To celebrate Ginobili’s competitive drive and steadfast will through almost two decades in the silver and black, let’s look back at these four blocks and the events surrounding them.
Next: Stuffing Ray Allen
Manu Saves San Antonio Spurs @ Supersonics – March 26, 2006
Historic marksman Ray Allen‘s best offensive season was with the Seattle Supersonics from 2005-06, according to Basketball Reference’s Offensive Box Plus/Minus (6.4). Being that this was the prime of his career at 30 years old, Allen brought everything he could to a team that ranked third in offensive rating and dead-last in defensive rating.
Every stop along the way this season, Allen had to fight for his life. He was the pinnacle that held his team up with only Rashard Lewis providing a bit of help, so naturally, the game flowed through him. For this game, in particular, it was a duel with Manu Ginobili that put the Sonics’ game in danger and forced Allen to elevate his play in crunch time.
Throughout the night, Allen and fan-favorite Bruce Bowen had been going back-and-forth, coming to a head when Bowen kicked Allen while the two were on the ground battling for a loose ball. As we’ve come to know the hard way in the River City, Allen isn’t the right guy to pick fights with.
With 9.4 seconds remaining and the Sonics down by two, Allen caught an inbound pass at the top of the key and beat Bowen to the basket. He contorted his body to avoid a powering Tim Duncan in the paint and went up for an acrobatic right-handed layup. Ever so softly, Manu lifted up after waiting idly near the basket and swatted Allen’s shot out of bounds, leaving under 10 seconds to go in the game.
Unfortunately for the Spurs, that invigorated Allen even more as he caught the next inbound pass, curled off a screen and drilled what would be the game-winning three-pointer to give the Spurs their 16th loss of the season.

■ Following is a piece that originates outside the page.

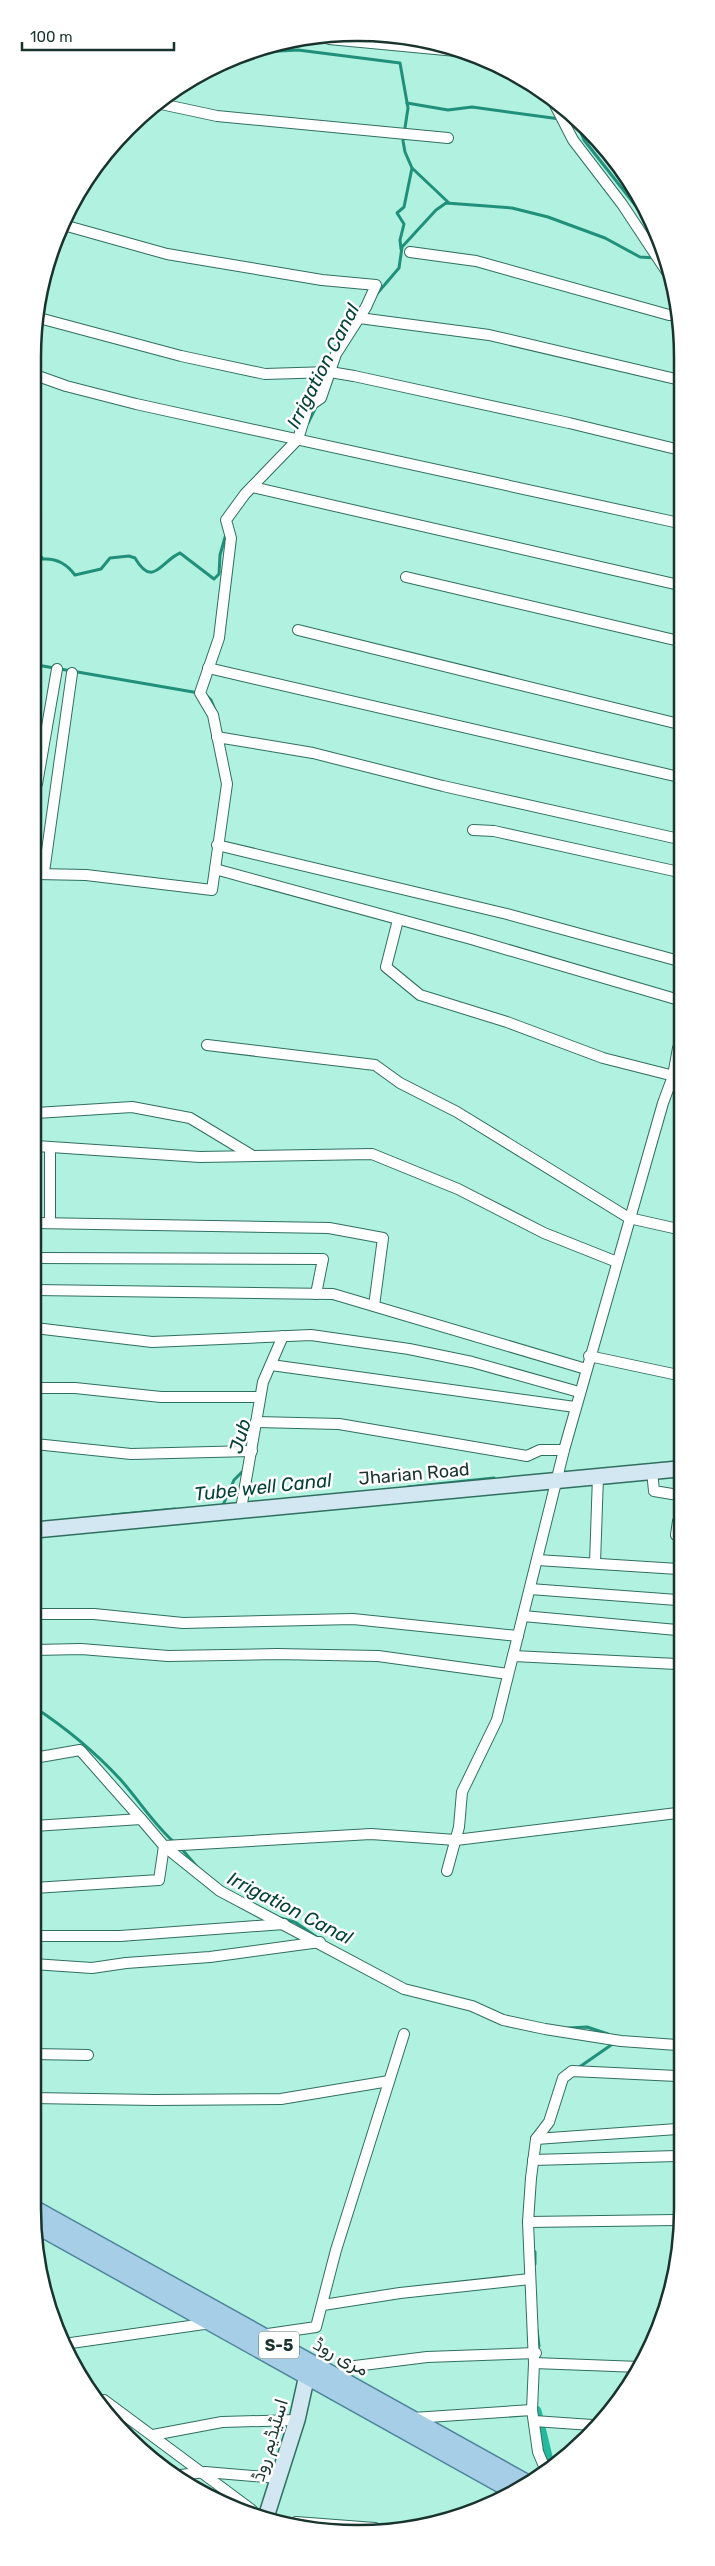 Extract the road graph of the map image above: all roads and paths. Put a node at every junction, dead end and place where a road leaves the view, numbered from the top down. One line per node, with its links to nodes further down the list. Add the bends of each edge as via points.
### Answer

Manu chipped in 17 points, six assists and two steals in the effort but couldn’t hold off Allen’s 33-point performance. As you can probably tell, Allen was a thorn in the Spurs’ side long before what he pulled in Game Six of the 2013 NBA Finals. Nevertheless, this was a testament to Manu’s fearlessness and will to win during clutch scenarios.
Next: Taking on the Mamba
Manu saves San Antonio Spurs @ Lakers – January 28, 2007
During the heat of Kobe Bryant‘s reign of Los Angeles, the Spurs and Lakers had a bittersweet rivalry. The two teams had a strong, innate level of respect for each other because of their dedication to the sport and the craft of basketball, but oftentimes served as a roadblock to one another in pursuit of championships. Even though he wouldn’t admit it until he’s away from the court, Bryant was a big fan of Manu’s and Manu felt the same about Kobe.
Los Angeles had put together a fantastic game defensively, smothering the Spurs on both ends of the floor and holding the Big Three to 37.5 percent shooting from the floor. However, something of the sort would never keep the Spurs down for long and late in the game, both sides were tied up at 80 apiece.
With five seconds remaining, the Spurs called on ‘Big Shot’ Robert Horry, who missed a corner three-pointer that Kobe rushed to contest. Los Angeles quickly called for a timeout, setting up a play for Kobe to take what they thought might be the game-winner. Manu had something else in mind.
Kobe jetted up to the wing, grabbing the inbound pass and pump faking, to which Bowen leaped up In the air and lost the third-place finish for MVP. Bryant took a step in and rose up for a shot that Manu, who switched over from the inbounder to defend, reached for and tapped away with the tip of his fingers, forcing the game to go into overtime.
Whether it was intentional or not, which Bryant insisted it was not, he clocked Manu on the way down and sent the Argentinian superstar to the ground, writhing in pain. After a moment of fear for all Spurs fans, Manu bounced back up and got on with the game.
Though the Lakers came out of the overtime period hot, the Spurs finally locked in and closed out the 96-94 win despite shooting a season-low 33.7 percent from the field. In the heat of the moment, we got an iconic Manu moment and a win against a bitter rival en route to a championship victory.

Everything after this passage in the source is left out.